**ACTION ITEM**
Exactly the lines from the start of the data below through the line containing "Quick job: Build" must be returned, and no others.

**Collection entries**
- - - -

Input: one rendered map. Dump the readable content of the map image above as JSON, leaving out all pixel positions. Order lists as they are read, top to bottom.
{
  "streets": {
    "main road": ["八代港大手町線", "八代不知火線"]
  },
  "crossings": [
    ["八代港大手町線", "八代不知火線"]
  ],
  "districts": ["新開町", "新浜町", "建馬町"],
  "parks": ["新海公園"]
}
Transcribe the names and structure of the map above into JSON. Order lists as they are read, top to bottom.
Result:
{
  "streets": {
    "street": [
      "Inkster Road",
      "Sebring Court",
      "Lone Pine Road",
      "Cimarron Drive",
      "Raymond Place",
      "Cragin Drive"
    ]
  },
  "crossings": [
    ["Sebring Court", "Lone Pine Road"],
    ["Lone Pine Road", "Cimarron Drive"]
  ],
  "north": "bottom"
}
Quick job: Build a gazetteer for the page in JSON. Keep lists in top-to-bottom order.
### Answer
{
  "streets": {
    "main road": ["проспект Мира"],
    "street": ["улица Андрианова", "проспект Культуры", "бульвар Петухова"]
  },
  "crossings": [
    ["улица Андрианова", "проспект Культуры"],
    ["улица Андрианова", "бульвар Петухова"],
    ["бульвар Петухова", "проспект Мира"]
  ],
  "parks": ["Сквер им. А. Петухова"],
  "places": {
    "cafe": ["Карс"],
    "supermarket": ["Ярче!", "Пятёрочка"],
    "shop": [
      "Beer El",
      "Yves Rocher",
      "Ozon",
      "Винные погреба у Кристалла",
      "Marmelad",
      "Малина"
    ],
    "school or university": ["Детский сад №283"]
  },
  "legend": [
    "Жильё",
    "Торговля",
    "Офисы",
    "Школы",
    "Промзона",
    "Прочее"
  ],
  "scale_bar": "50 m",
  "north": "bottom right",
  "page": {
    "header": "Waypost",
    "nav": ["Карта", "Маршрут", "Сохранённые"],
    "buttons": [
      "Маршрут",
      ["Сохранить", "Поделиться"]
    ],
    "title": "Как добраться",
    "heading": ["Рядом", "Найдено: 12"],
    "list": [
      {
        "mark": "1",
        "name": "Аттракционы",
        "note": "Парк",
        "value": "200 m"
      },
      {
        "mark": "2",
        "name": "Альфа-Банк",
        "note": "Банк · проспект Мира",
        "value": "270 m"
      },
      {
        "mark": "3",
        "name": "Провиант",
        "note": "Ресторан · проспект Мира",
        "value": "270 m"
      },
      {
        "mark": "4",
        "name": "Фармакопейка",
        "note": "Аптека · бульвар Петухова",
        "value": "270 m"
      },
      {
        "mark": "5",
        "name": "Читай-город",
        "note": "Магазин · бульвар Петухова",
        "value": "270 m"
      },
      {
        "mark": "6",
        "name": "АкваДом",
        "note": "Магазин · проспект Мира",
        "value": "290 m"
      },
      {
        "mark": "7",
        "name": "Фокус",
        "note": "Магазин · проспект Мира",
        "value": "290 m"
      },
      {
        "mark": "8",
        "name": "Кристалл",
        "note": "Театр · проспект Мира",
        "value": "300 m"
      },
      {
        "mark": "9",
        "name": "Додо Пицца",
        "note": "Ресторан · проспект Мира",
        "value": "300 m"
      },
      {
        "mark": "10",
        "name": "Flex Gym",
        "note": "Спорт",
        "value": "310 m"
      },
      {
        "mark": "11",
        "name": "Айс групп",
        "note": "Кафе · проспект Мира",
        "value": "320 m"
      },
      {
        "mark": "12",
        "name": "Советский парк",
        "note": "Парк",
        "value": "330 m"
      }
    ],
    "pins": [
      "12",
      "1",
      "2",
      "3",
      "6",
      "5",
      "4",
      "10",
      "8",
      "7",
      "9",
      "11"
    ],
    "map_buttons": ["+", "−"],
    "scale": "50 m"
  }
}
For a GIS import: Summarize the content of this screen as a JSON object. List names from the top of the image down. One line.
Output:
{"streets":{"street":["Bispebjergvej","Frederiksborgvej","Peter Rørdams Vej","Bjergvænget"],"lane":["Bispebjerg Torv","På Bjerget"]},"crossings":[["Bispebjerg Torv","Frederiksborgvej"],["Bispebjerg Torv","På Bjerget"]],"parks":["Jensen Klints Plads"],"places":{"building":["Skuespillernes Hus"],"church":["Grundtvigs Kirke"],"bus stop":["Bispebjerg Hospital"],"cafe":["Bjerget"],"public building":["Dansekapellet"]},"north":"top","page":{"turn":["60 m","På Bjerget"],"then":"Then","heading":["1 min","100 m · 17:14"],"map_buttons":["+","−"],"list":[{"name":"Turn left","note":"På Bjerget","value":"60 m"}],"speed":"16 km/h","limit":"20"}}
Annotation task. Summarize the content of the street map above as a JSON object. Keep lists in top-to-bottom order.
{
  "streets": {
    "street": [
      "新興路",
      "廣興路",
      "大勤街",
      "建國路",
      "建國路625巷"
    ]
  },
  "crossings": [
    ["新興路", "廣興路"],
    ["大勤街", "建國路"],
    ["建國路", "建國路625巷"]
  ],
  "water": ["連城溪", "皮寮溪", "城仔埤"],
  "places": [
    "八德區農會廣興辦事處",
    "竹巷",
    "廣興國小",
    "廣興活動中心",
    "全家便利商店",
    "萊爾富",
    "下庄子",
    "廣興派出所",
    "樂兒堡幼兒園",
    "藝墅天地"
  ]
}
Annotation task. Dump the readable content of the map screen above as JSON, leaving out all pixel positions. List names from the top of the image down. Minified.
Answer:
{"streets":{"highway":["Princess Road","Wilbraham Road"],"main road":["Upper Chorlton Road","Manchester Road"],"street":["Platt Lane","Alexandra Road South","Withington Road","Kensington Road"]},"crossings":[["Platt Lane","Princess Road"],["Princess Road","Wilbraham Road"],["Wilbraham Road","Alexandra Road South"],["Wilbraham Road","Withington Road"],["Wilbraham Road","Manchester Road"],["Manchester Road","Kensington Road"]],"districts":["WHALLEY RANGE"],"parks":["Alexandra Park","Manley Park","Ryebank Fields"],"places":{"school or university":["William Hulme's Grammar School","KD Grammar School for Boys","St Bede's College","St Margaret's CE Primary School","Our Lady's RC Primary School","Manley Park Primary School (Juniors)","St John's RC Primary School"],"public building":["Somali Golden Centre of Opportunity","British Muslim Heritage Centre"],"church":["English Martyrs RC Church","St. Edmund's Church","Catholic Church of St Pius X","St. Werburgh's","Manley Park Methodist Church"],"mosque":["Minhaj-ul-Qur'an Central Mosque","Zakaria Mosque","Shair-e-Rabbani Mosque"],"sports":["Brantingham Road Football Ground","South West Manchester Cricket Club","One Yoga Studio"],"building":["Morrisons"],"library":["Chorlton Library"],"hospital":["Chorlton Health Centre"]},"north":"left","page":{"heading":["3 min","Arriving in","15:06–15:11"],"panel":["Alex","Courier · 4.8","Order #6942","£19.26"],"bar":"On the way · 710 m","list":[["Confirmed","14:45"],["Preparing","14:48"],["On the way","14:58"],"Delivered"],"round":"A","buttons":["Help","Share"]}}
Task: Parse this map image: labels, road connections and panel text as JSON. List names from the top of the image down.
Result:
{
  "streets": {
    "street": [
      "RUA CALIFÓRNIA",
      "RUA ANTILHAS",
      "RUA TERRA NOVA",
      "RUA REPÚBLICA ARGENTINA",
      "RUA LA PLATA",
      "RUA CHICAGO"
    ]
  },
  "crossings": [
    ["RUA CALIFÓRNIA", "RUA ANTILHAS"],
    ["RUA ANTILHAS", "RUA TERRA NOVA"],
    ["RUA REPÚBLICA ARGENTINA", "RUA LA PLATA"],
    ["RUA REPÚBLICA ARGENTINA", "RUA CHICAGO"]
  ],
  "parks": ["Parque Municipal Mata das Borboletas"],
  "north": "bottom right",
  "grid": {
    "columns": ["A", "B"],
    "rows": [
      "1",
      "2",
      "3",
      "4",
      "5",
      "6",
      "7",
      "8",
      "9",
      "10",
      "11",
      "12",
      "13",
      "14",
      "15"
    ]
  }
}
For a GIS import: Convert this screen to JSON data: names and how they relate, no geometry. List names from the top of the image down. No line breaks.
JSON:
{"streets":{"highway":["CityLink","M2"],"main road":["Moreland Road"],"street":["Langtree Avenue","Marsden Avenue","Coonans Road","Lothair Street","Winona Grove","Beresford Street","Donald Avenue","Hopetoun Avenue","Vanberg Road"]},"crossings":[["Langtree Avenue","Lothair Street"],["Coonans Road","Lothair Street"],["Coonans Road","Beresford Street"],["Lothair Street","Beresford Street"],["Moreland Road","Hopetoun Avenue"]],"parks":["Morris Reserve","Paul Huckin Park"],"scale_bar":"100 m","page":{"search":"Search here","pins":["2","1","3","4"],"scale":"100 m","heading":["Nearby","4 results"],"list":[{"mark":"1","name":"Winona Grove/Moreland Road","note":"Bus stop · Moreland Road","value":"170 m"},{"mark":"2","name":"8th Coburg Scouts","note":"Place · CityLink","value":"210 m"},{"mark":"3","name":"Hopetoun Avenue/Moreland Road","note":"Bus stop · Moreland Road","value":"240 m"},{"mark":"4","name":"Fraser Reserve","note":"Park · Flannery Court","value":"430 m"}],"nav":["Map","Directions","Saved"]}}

- - - -

**WRITTEN ANSWER**
Input: one rendered map. Dump the readable content of the map image above as JSON, leaving out all pixel positions. Order lists as they are read, top to bottom.
{
  "streets": {
    "main road": ["八代港大手町線", "八代不知火線"]
  },
  "crossings": [
    ["八代港大手町線", "八代不知火線"]
  ],
  "districts": ["新開町", "新浜町", "建馬町"],
  "parks": ["新海公園"]
}
Transcribe the names and structure of the map above into JSON. Order lists as they are read, top to bottom.
Result:
{
  "streets": {
    "street": [
      "Inkster Road",
      "Sebring Court",
      "Lone Pine Road",
      "Cimarron Drive",
      "Raymond Place",
      "Cragin Drive"
    ]
  },
  "crossings": [
    ["Sebring Court", "Lone Pine Road"],
    ["Lone Pine Road", "Cimarron Drive"]
  ],
  "north": "bottom"
}
Quick job: Build a gazetteer for the page in JSON. Keep lists in top-to-bottom order.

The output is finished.